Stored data
###

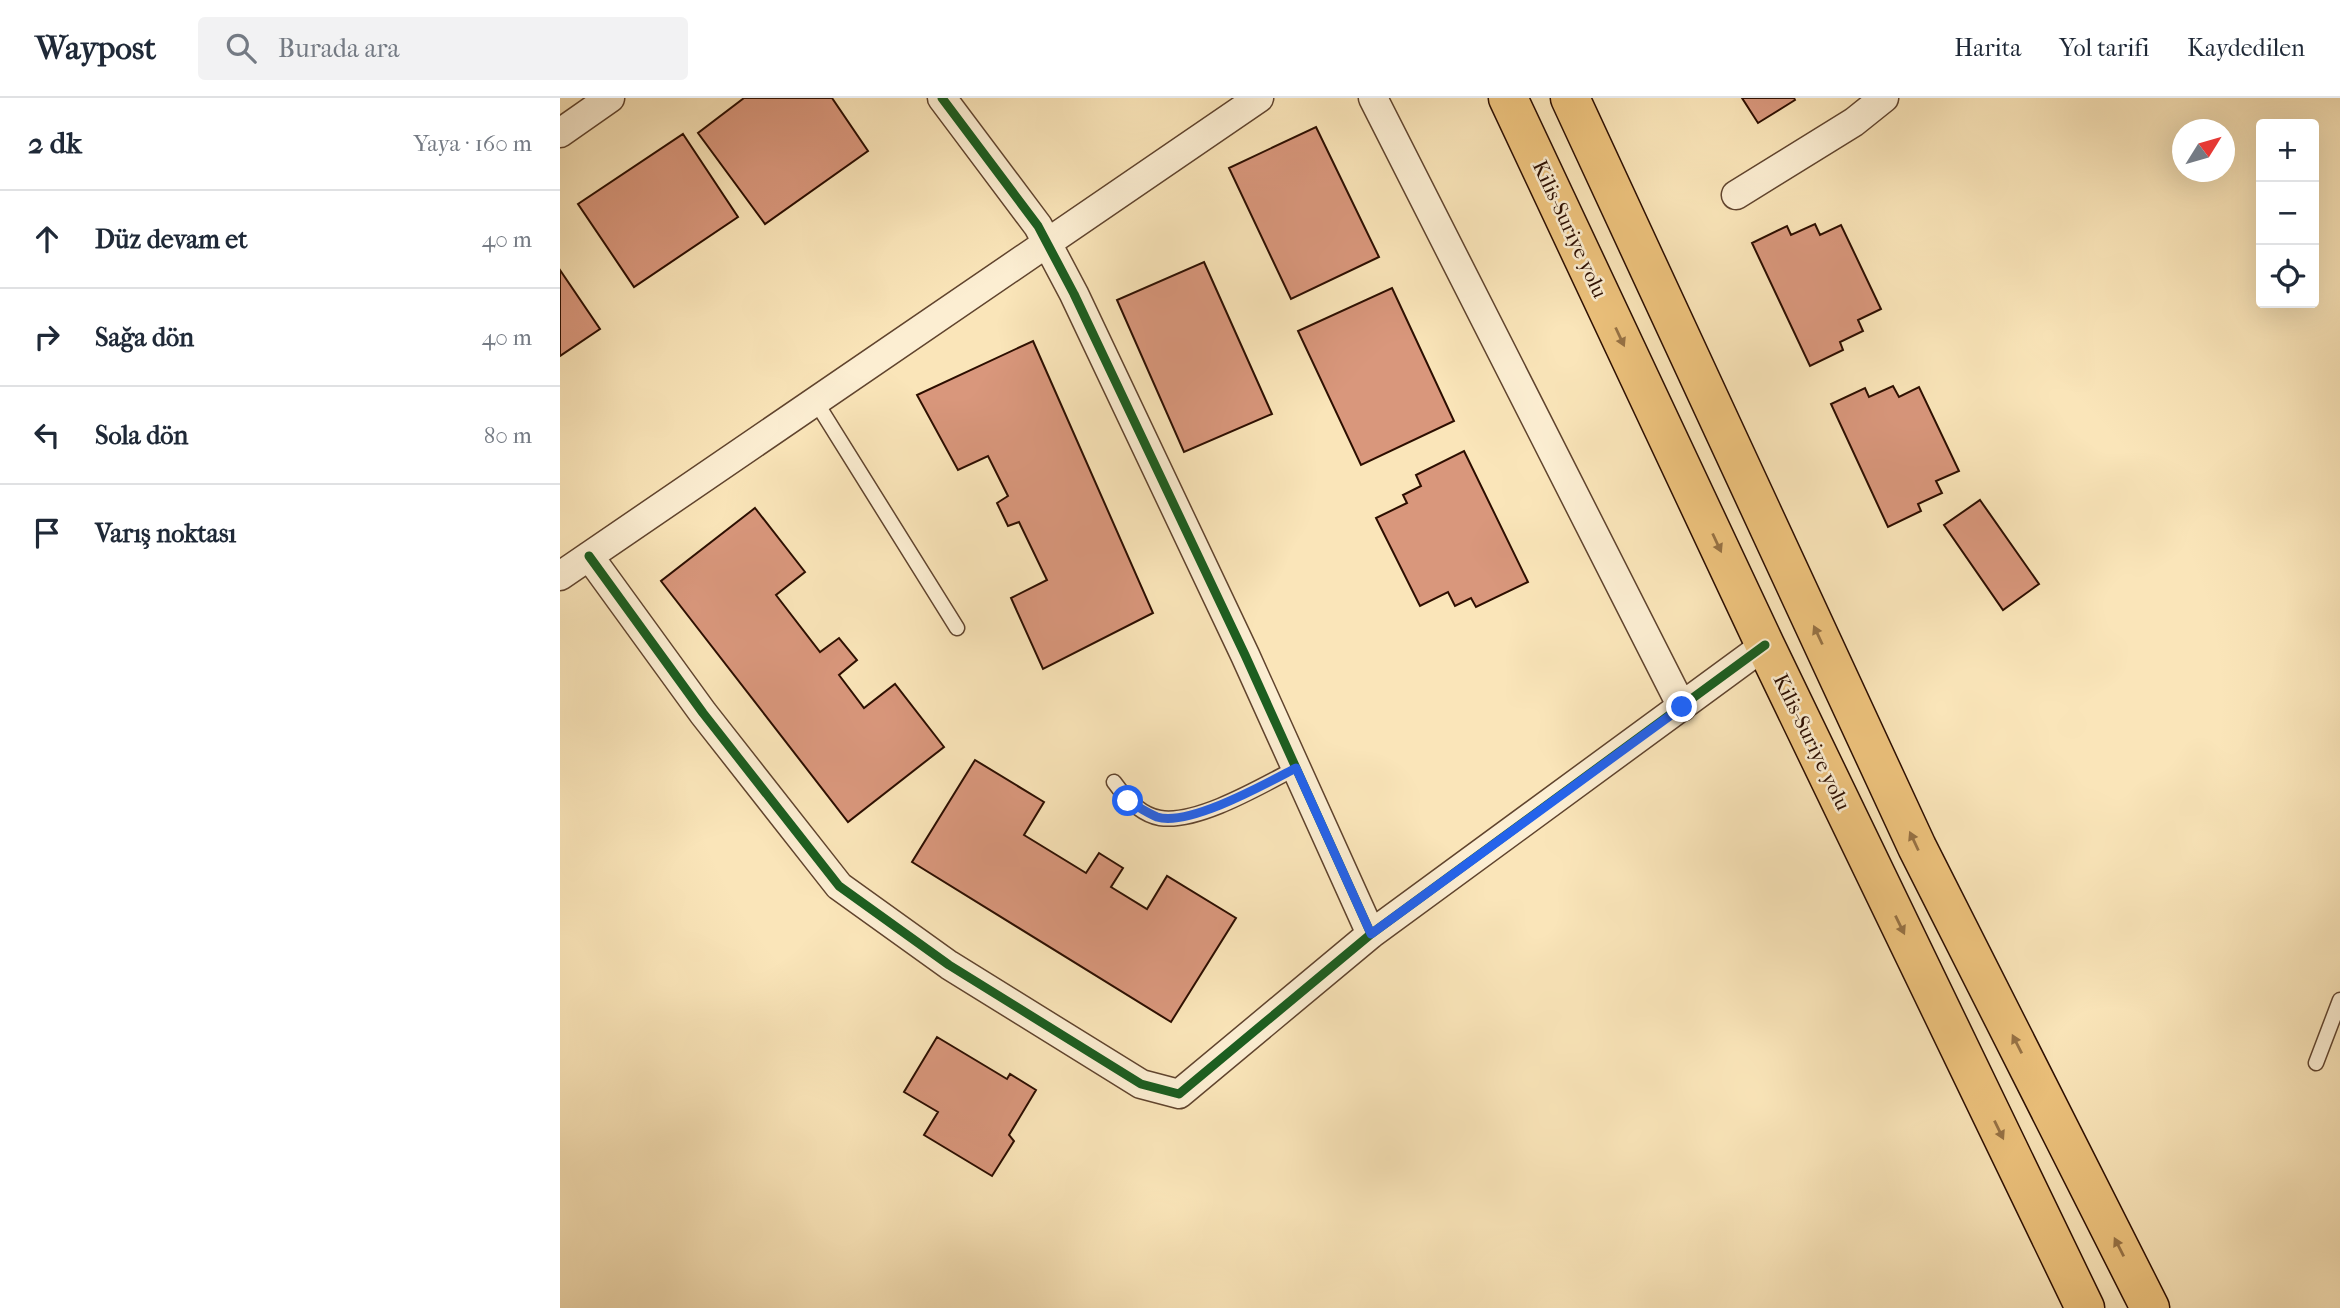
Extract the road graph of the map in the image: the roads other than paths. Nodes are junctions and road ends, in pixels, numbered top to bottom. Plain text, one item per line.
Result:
1 (610, 98) edge
2 (942, 98) edge
3 (1259, 98) edge
4 (1373, 98) edge
5 (1508, 98) edge
6 (1570, 98) edge
7 (1884, 98) edge
8 (560, 133) edge
9 (1736, 195) dead end
10 (1048, 244) junction
11 (816, 402) junction
12 (589, 556) junction
13 (560, 576) edge
14 (957, 628) dead end
15 (1765, 645) junction
16 (1682, 707) junction
17 (1296, 768) junction
18 (1114, 782) dead end
19 (1371, 934) junction
20 (2340, 1000) edge
21 (2316, 1063) dead end
22 (2085, 1308) edge
23 (2150, 1308) edge

1 - 8 street
2 - 10 street
3 - 10 street
4 - 16 street
5 -> 15 highway, Kilis-Suriye yolu
23 -> 6 highway
7 - 9 street
10 - 11 street
10 - 17 street
11 - 12 street
11 - 14 lane
12 - 13 street
12 - 19 street
15 - 16 street
15 -> 22 highway, Kilis-Suriye yolu
16 - 19 street
17 - 18 lane
17 - 19 street
20 - 21 lane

###

Task objective: Print the records word for word and exclude any picture they hold.

Answer area:
Extract the road graph of the map in the image: the roads other than paths. Nodes are junctions and road ends, in pixels, numbered top to bottom. Plain text, one item per line.
Result:
1 (610, 98) edge
2 (942, 98) edge
3 (1259, 98) edge
4 (1373, 98) edge
5 (1508, 98) edge
6 (1570, 98) edge
7 (1884, 98) edge
8 (560, 133) edge
9 (1736, 195) dead end
10 (1048, 244) junction
11 (816, 402) junction
12 (589, 556) junction
13 (560, 576) edge
14 (957, 628) dead end
15 (1765, 645) junction
16 (1682, 707) junction
17 (1296, 768) junction
18 (1114, 782) dead end
19 (1371, 934) junction
20 (2340, 1000) edge
21 (2316, 1063) dead end
22 (2085, 1308) edge
23 (2150, 1308) edge

1 - 8 street
2 - 10 street
3 - 10 street
4 - 16 street
5 -> 15 highway, Kilis-Suriye yolu
23 -> 6 highway
7 - 9 street
10 - 11 street
10 - 17 street
11 - 12 street
11 - 14 lane
12 - 13 street
12 - 19 street
15 - 16 street
15 -> 22 highway, Kilis-Suriye yolu
16 - 19 street
17 - 18 lane
17 - 19 street
20 - 21 lane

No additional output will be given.